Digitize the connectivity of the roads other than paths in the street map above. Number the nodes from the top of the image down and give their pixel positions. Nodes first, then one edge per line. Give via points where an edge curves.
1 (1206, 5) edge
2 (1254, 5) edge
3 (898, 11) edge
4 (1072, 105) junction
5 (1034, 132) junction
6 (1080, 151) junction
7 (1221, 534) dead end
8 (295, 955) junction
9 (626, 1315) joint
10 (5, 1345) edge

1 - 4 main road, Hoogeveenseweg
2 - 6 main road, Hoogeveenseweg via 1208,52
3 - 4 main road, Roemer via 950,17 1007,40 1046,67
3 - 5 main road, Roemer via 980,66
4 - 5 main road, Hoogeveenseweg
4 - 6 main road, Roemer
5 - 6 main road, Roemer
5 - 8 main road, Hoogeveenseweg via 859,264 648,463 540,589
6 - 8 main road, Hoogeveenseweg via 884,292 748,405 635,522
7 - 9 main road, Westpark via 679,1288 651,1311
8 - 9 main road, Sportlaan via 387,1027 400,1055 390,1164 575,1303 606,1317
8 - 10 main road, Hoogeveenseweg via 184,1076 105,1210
■ ■ ■
▸ **INSTRUCTIONS FOR THE TASK**:
Return the full listing. Keep each line exactly as it stands.

▸ **THE ANSWER**:
Digitize the connectivity of the roads other than paths in the street map above. Number the nodes from the top of the image down and give their pixel positions. Nodes first, then one edge per line. Give via points where an edge curves.
1 (1206, 5) edge
2 (1254, 5) edge
3 (898, 11) edge
4 (1072, 105) junction
5 (1034, 132) junction
6 (1080, 151) junction
7 (1221, 534) dead end
8 (295, 955) junction
9 (626, 1315) joint
10 (5, 1345) edge

1 - 4 main road, Hoogeveenseweg
2 - 6 main road, Hoogeveenseweg via 1208,52
3 - 4 main road, Roemer via 950,17 1007,40 1046,67
3 - 5 main road, Roemer via 980,66
4 - 5 main road, Hoogeveenseweg
4 - 6 main road, Roemer
5 - 6 main road, Roemer
5 - 8 main road, Hoogeveenseweg via 859,264 648,463 540,589
6 - 8 main road, Hoogeveenseweg via 884,292 748,405 635,522
7 - 9 main road, Westpark via 679,1288 651,1311
8 - 9 main road, Sportlaan via 387,1027 400,1055 390,1164 575,1303 606,1317
8 - 10 main road, Hoogeveenseweg via 184,1076 105,1210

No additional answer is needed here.